What is being asked » From the records below, set down exactly the lines starting with the line that contains "index pip: (224, 247)" and going on through the line that contains "pinky tip: (332, 373)". Nothing else is wanted.

Listed records »
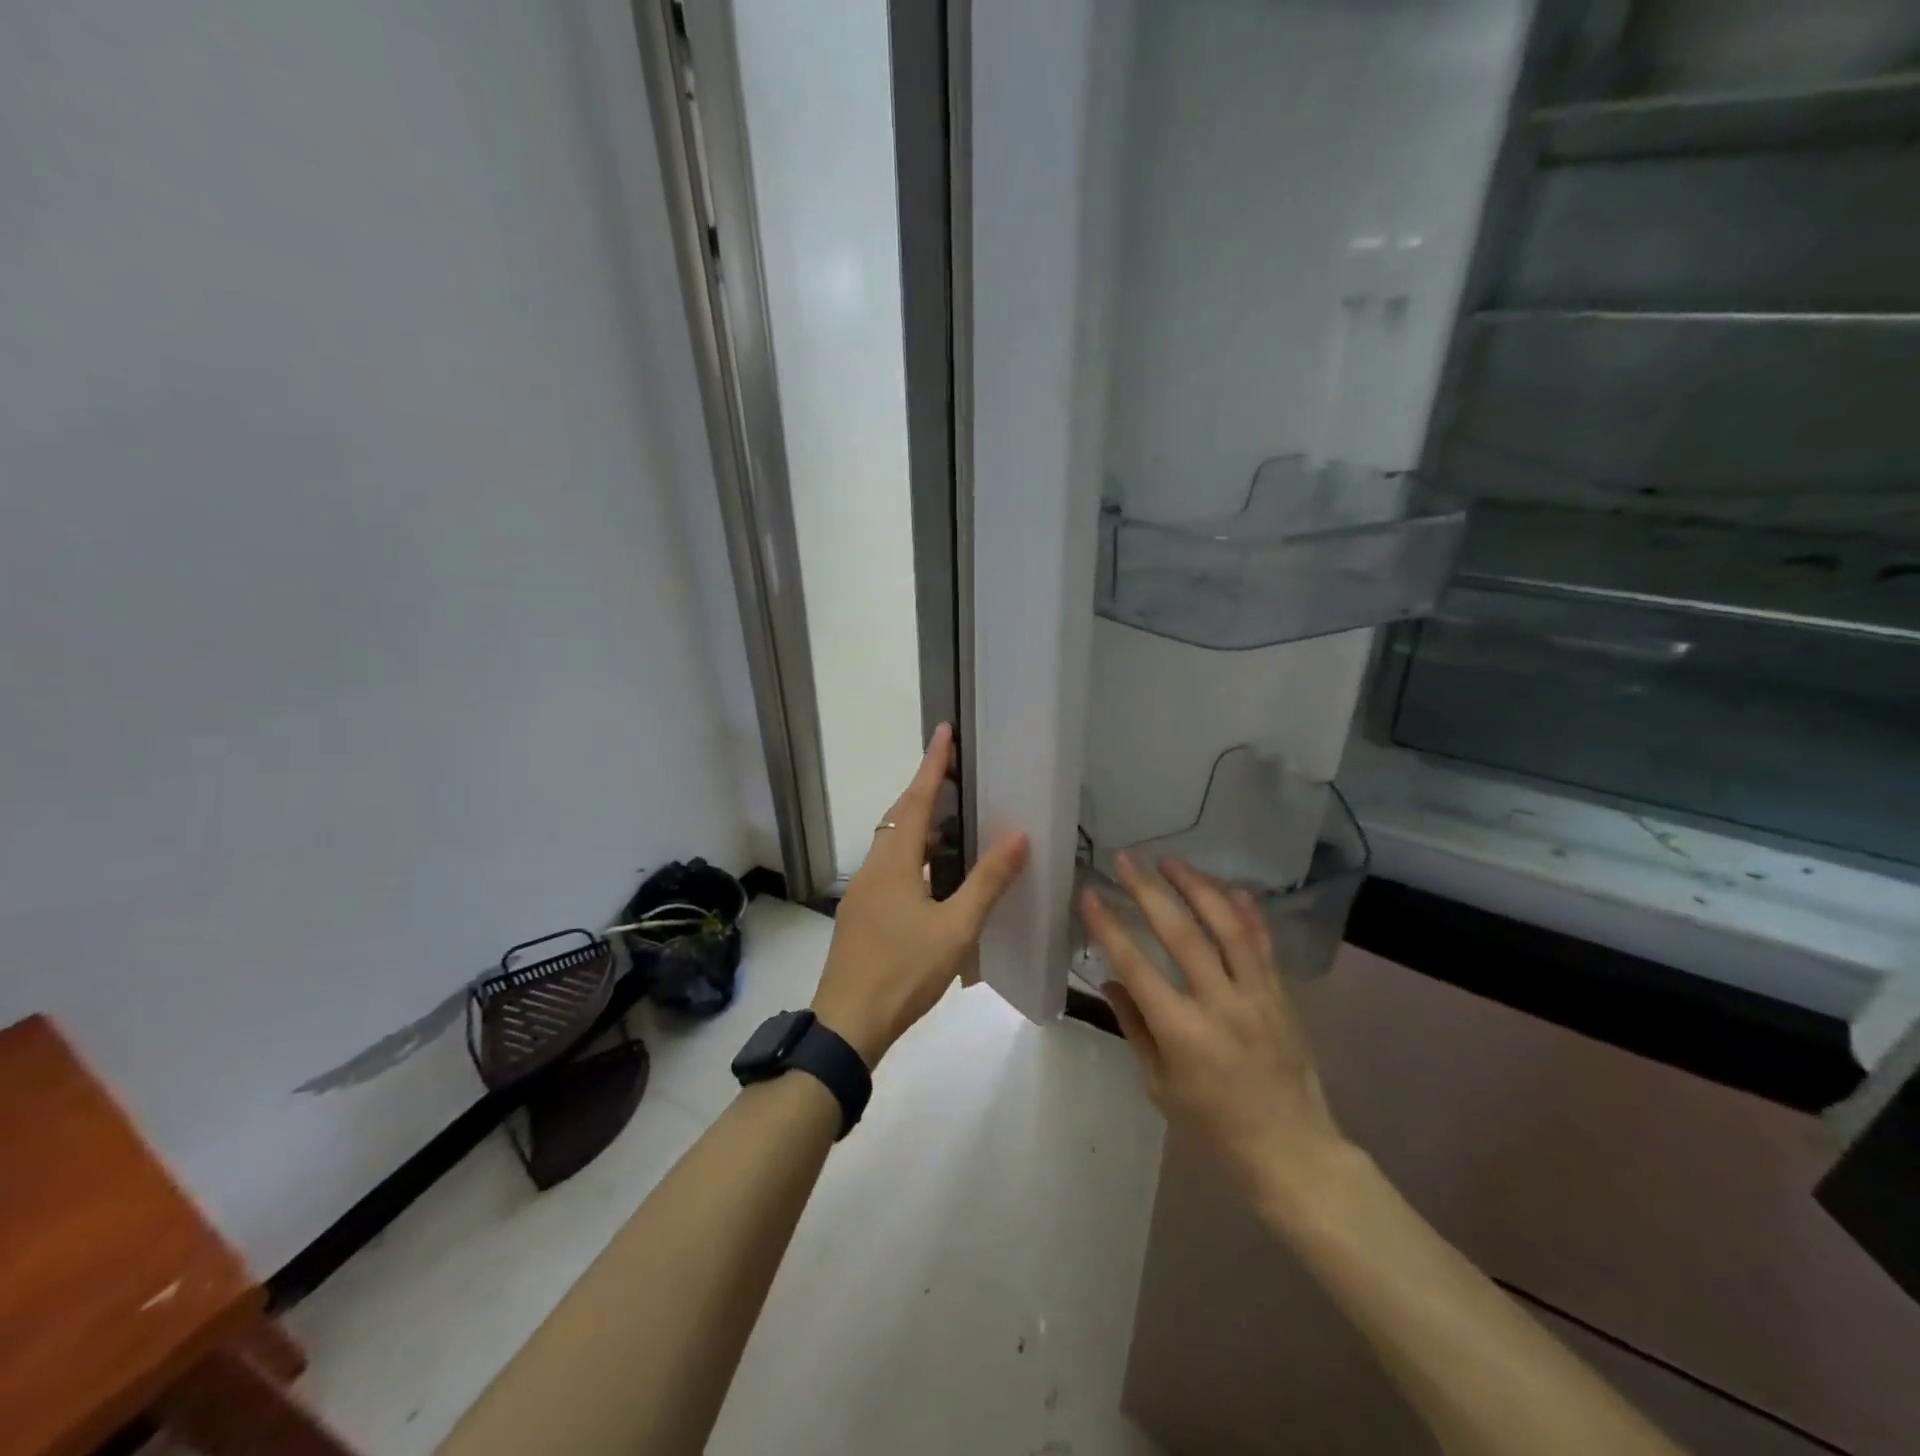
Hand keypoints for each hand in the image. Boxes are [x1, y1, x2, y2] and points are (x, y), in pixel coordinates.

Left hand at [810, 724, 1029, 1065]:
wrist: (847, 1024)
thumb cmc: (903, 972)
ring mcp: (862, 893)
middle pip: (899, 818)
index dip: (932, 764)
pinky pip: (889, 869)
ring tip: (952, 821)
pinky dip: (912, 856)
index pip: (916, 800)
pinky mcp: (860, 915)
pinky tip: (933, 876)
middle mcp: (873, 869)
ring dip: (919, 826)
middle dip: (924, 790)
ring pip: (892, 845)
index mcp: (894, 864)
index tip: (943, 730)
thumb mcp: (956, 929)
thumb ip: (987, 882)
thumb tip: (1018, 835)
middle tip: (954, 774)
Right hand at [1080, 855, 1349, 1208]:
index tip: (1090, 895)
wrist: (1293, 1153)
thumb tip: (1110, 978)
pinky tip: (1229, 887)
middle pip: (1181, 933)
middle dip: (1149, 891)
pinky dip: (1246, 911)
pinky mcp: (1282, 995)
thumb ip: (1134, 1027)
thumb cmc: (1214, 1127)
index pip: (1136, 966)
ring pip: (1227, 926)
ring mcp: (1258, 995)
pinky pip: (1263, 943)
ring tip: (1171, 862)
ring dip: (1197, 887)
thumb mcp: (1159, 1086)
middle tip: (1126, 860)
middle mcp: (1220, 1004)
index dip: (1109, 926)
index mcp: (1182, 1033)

...

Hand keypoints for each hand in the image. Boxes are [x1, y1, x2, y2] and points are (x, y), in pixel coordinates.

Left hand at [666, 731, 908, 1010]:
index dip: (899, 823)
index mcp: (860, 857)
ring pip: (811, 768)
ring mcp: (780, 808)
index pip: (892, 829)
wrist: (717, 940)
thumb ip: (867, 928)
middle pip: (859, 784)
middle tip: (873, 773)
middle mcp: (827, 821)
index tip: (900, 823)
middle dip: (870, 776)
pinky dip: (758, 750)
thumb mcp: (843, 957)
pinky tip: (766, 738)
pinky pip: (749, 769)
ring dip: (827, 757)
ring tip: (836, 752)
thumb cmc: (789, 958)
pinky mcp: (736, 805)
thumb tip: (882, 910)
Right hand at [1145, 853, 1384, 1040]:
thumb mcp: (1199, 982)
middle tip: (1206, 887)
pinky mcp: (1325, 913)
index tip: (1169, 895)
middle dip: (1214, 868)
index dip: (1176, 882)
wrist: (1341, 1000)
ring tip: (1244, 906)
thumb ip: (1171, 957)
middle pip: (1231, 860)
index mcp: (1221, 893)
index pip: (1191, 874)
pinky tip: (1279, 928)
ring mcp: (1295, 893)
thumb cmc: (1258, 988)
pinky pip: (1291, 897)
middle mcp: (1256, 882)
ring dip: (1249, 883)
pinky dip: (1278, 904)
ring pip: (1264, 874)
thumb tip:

==

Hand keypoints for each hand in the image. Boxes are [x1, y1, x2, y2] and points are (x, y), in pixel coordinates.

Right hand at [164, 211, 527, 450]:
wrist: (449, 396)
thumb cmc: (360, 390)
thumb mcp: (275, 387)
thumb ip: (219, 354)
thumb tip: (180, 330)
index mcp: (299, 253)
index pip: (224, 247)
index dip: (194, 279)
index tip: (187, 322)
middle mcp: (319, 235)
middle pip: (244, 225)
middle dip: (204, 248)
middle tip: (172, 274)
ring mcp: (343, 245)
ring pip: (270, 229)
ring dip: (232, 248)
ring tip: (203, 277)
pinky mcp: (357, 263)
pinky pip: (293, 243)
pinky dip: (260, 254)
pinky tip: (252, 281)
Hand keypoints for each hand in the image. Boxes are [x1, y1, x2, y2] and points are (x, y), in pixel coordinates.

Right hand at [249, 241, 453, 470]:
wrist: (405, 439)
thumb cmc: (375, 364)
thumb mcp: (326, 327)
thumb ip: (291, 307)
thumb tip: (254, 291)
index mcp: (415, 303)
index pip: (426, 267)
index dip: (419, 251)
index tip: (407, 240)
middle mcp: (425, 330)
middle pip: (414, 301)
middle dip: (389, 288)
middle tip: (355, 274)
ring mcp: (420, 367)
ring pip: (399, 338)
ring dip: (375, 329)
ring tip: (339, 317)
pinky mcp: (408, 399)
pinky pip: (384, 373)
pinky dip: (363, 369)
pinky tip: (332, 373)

Task answer »
index pip: (224, 247)
index dip: (194, 279)
index tip: (187, 322)
middle mcp: (319, 235)
middle pip: (244, 225)
middle dip: (204, 248)
middle tip: (172, 274)
ring mcp: (343, 245)
ring pip: (270, 229)
ring dip: (232, 248)
ring tip: (203, 277)
pinky mcp: (357, 263)
pinky pip: (293, 243)
pinky dip: (260, 254)
pinky tip: (252, 281)
Hand keypoints for each hand in the image. Boxes are [x1, y1, x2, y2] and points are (x, y), in pixel coordinates.

Right hand at [249, 241, 453, 470]:
wrist: (405, 439)
thumb cmc: (375, 364)
thumb mcp: (326, 327)
thumb ip: (291, 307)
thumb tip: (254, 291)
index mcp: (415, 303)
index pip: (426, 267)
index dip: (419, 251)
index tip: (407, 240)
middle mcp: (425, 330)
middle pip: (414, 301)
middle dip: (389, 288)
middle tip: (355, 274)
ring mcp: (420, 367)
ring pip: (399, 338)
ring dip: (375, 329)
ring tip: (339, 317)
pinky mcp: (408, 399)
pinky pip: (384, 373)
pinky dip: (363, 369)
pinky tip: (332, 373)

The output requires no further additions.